Se lo spreco alimentare fosse uno Stato, sarebbe il terzo Stato più inquinante al mondo. Fanno riflettere le parole del sindaco di Lecce, Carlo Salvemini, delegato Anci all’Energia e ai Rifiuti. “Eppure ci misuriamo continuamente con fenomeni di malnutrizione”, osserva. “Assumere un impegno contro lo spreco alimentare diventa una questione di civiltà. L’Italia rispetto all’Europa è particolarmente virtuosa. I Comuni sono in prima fila perché sono considerati l’ente di prossimità che più di tutti possono impattare sulla filiera”, spiega presentando la Campagna di Anci finanziata dal Ministero per la Transizione Ecologica, per la diffusione della food-bag nella ristorazione.
Una alleanza tra istituzioni pubbliche, associazioni per realizzare la prima campagna nazionale di sensibilizzazione contro lo spreco alimentare, attraverso la pratica dell’asporto del cibo avanzato nei ristoranti.
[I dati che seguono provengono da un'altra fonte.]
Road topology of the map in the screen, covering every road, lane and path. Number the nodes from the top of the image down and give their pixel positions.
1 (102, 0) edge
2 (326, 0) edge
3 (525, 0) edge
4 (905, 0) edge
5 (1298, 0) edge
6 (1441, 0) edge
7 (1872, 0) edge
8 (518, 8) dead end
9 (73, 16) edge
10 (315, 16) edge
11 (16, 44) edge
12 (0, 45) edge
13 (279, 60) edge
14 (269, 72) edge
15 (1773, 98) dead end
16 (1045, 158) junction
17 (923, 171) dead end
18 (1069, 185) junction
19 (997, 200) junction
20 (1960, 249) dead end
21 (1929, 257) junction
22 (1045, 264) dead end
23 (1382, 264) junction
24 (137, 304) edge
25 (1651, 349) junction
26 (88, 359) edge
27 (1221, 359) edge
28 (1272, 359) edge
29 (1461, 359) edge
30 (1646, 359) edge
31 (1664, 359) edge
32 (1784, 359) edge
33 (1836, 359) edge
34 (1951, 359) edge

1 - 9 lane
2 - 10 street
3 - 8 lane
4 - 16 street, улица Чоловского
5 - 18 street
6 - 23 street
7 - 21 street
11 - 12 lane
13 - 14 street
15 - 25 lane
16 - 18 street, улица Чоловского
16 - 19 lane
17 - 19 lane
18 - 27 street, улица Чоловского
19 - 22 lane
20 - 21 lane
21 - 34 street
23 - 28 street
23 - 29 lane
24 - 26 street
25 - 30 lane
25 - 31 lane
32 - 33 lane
Secondo i dati della Fao, nel mondo, circa un terzo della produzione mondiale di cibo destinata al consumo umano si perde o si spreca lungo la filiera alimentare ogni anno; circa il 24% se misurata in calorie. Un quantitativo che corrisponde a uno spreco di circa 1,6 miliardi di tonnellate di alimenti (inclusa la parte non edibile); 1,3 miliardi di tonnellate se si considera solo la frazione edibile.
Lo spreco ha un impatto ambientale devastante. “Credo sia fondamentale e preziosissima la presenza di tutti. Fare ambiente, cambiare la cultura ambientale di tutti i soggetti, è un lavoro di squadra ed è fondamentale farlo insieme, credo sia importantissimo farlo con i comuni. Il cambio culturale serve a ogni livello. Anche mangiare bene e sano vuol dire fare cultura, stare attenti alle filiere, al chilometro zero. E l’economia circolare non può che partire dalle famiglie”, commenta Vannia Gava, sottosegretario al ministero della Transizione Ecologica, partecipando alla presentazione della Campagna per la diffusione della food-bag nella ristorazione, iniziativa di Anci finanziata dal Mite, in corso a Roma. “Non possiamo sprecare suolo, non possiamo sprecare biodiversità e dobbiamo far capire che il cibo è anche salvaguardia dell’ambiente”.
Il quantitativo di acqua richiesto per produrre il cibo che viene sprecato ogni anno nel mondo è pari a circa 250.000 miliardi di litri. Un quantitativo sufficiente per soddisfare i consumi domestici di acqua di una città come New York per i prossimi 120 anni.
L’estensione di suolo agricolo necessario per produrre il cibo sprecato ogni anno nel mondo è pari a circa 1,4 miliardi di ettari, circa il 30% della superficie agricola disponibile a livello globale. Il cibo sprecato ogni anno nel mondo è responsabile dell’immissione in atmosfera di circa 3,3 miliardi di tonnellate di CO2 equivalente (CO2eq). Se lo spreco alimentare fosse un paese, sarebbe il terzo emettitore mondiale dopo Usa e China.
I dati per l’Italia, riferiti all’anno 2017, riportati all’interno del Food Waste Index Report 2021 dell’Unep, si basano su dati elaborati nell’ambito del progetto ‘Reduce – ricerca, educazione, comunicazione: un approccio integrato per la prevenzione degli sprechi alimentari’, coordinato dal Dipartimento di Scienze e Tecnologie Agro-Alimentari (Distal) dell’Università di Bologna e realizzato con risorse del Ministero dell’Ambiente (oggi Mite). I rifiuti alimentari generati a livello domestico ammontano a 67 chili pro-capite all’anno, corrispondente a circa 4 milioni di tonnellate all’anno in totale. Quelli nella distribuzione (iper e supermercati) a 4 chili pro-capite all’anno, corrispondenti a circa 240mila tonnellate all’anno in totale. Secondo l’Osservatorio Waste Watcher International il solo spreco domestico in Italia ha un valore economico stimato attorno ai 7,4 miliardi di euro, valore che raggiunge i 10 miliardi di euro all’anno considerando l’intera filiera: dal campo fino alla tavola.